Flag: An American Story (2001) and Flag International (2008)
DUGGAL ART SCENE: In the first decade of the 2000s, before Obama’s presidency, you published two books on America, Flag: An American Story (2001) and Flag International (2008). How do you see the photographs and text in these books in the context of our current political climate? Do they carry a new resonance and relevance?
LAURI: The Flag series has a continuous life of its own. Today, the images and text are more relevant than ever. In March 2019, I gave a keynote presentation of the work for the SPE (Society for Photographic Education) conference in Cleveland. The topics people wrote about in the Flag books 10 -20 years ago seemed to be pulled straight from today's news headlines. People spoke about poverty, divisive politics, gun violence, the death penalty, racism, veterans’ affairs, immigration, LGBTQ rights, the defense budget, the prison pipeline, and health care being a human right.
When I was shopping for a publisher, editors would consistently say that the people in the book "look poor." Most of the people in the series are working class people. They weren't celebrities and they weren't in destitute; they had jobs, families, and a place to live. Today, no one comments that the subjects "look poor." I think it is because social media has reshaped our perspectives of how we view ourselves, plus the wealth gap in America has exponentially increased over the past two decades, which has greatly decreased the middle class.
Ironically, I started shooting the series in Minneapolis, where I was attending college. I lived a short distance from the area where George Floyd would later be murdered by the police. The neighborhood surrounding my school was burned down during the uprising and now has to be rebuilt. Some of the feelings people expressed in the Flag books are the same reasons why people are now protesting in the streets.
Spread from FLAG
Rest Without Honor Savannah graphic
DUGGAL ART SCENE: Fast forward to 2020, and your project Rest with Honor Savannah, a historical social justice initiative. Can you tell us about this project and what led you to launching this initiative?
LAURI: In 2017, I was invited to participate in a press trip to visit Georgia. During that trip, I had the opportunity to visit Savannah and take a walking ghost tour of the city. The tour guide mentioned that Calhoun Square, one the city's public parks, may have been an African burial ground. I was intrigued and later started researching Savannah's history to find out if the square was really an African burial ground. My historical research into Savannah's Municipal Archives and other databases has confirmed that two squares, Calhoun Square and Whitefield Square, both located on top of a 'Negro Burial Ground', were designated by the City of Savannah in 1763 - 1851 (pre-dating the Declaration of Independence). This area of land was the only place where Black people were allowed to be buried in Savannah.

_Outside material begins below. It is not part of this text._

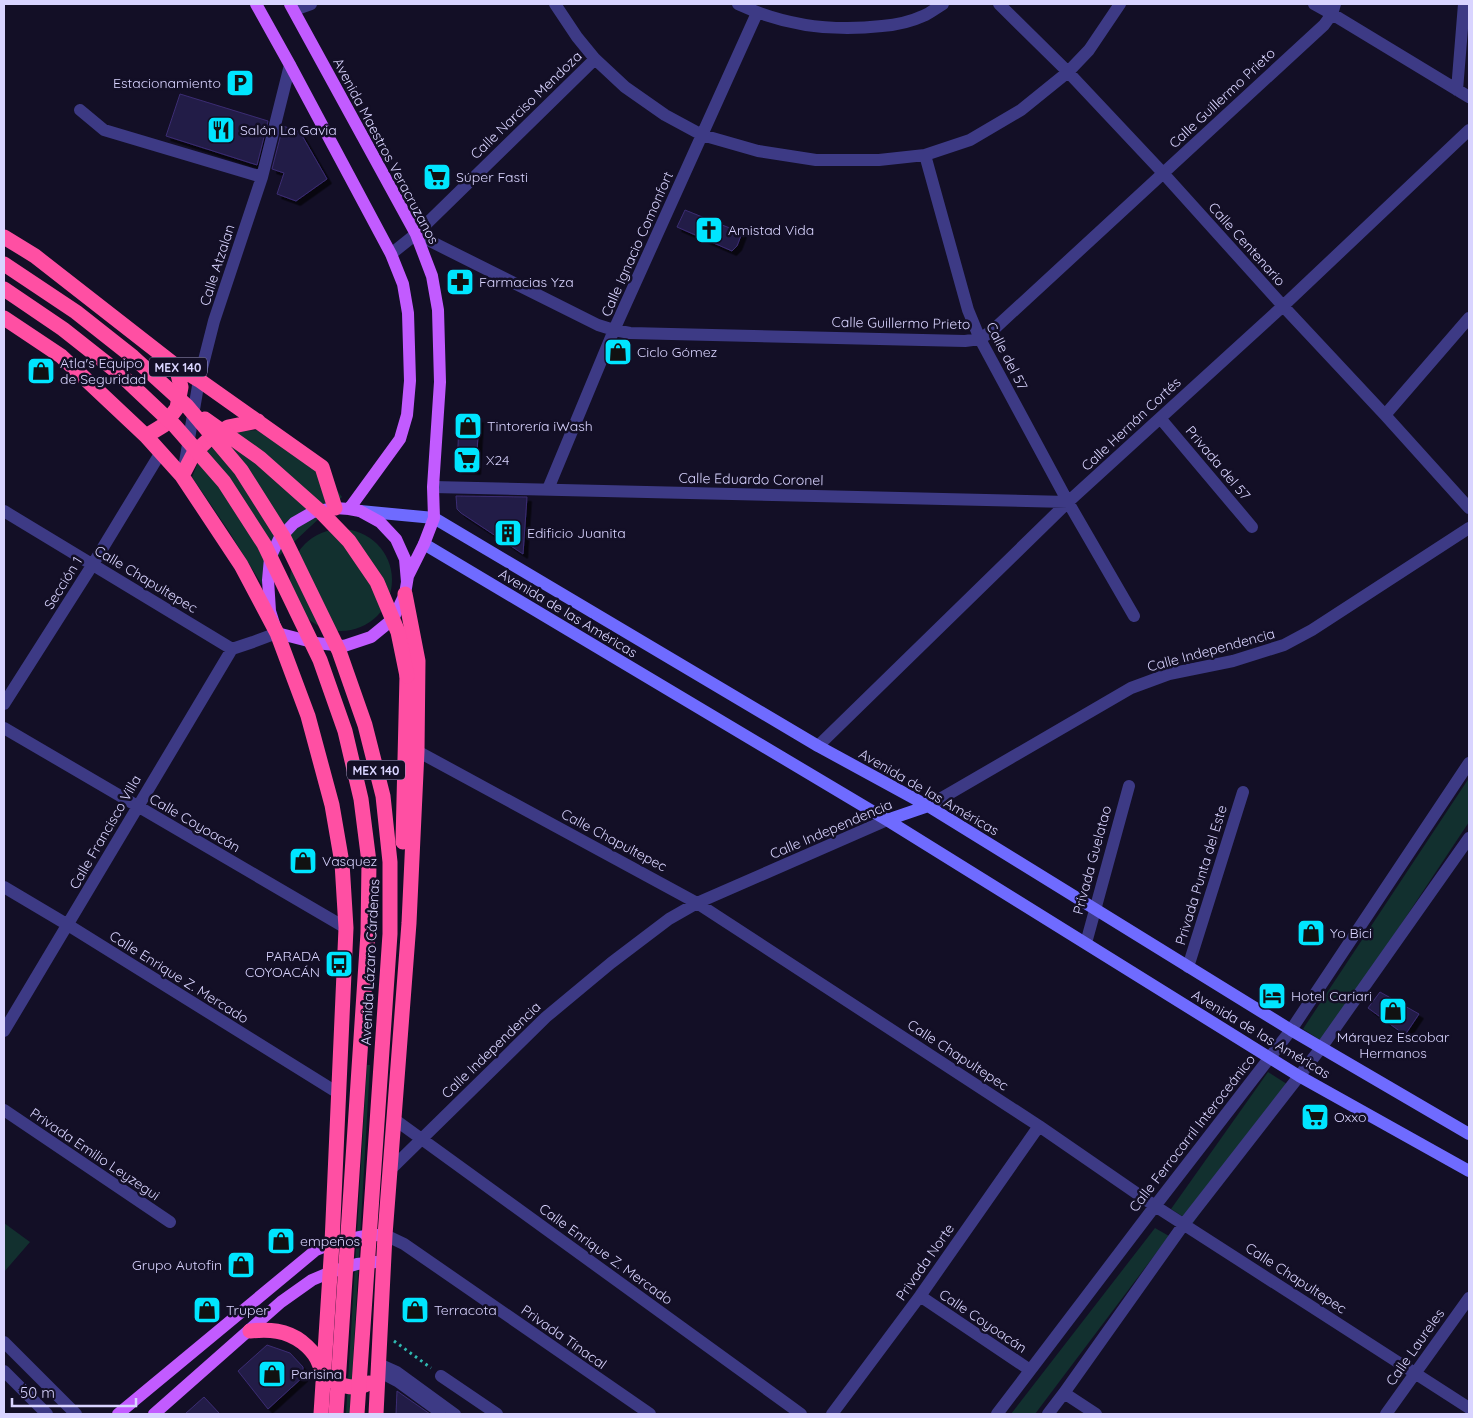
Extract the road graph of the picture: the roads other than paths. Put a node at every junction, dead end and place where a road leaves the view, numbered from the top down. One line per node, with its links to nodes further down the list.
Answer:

In 1851, the Negro burial ground was closed and redesigned as the two public squares. The problem is that the City did not remove the bodies. The bodies are still located there today! This fact has now been confirmed by the Savannah Municipal Archives Department. There are two additional problems with the Negro burial ground. In 1851, one of the squares was named in honor of Reverend George Whitefield, an English Anglican cleric and evangelist who viewed the work of slaves as being essential for both the financial prosperity of Georgia and his Bethesda Orphanage in Savannah. Whitefield actively worked to legalize and maintain the institution of slavery in Georgia. His later efforts to help Black people were a reaction to the social results which he helped create and profited from.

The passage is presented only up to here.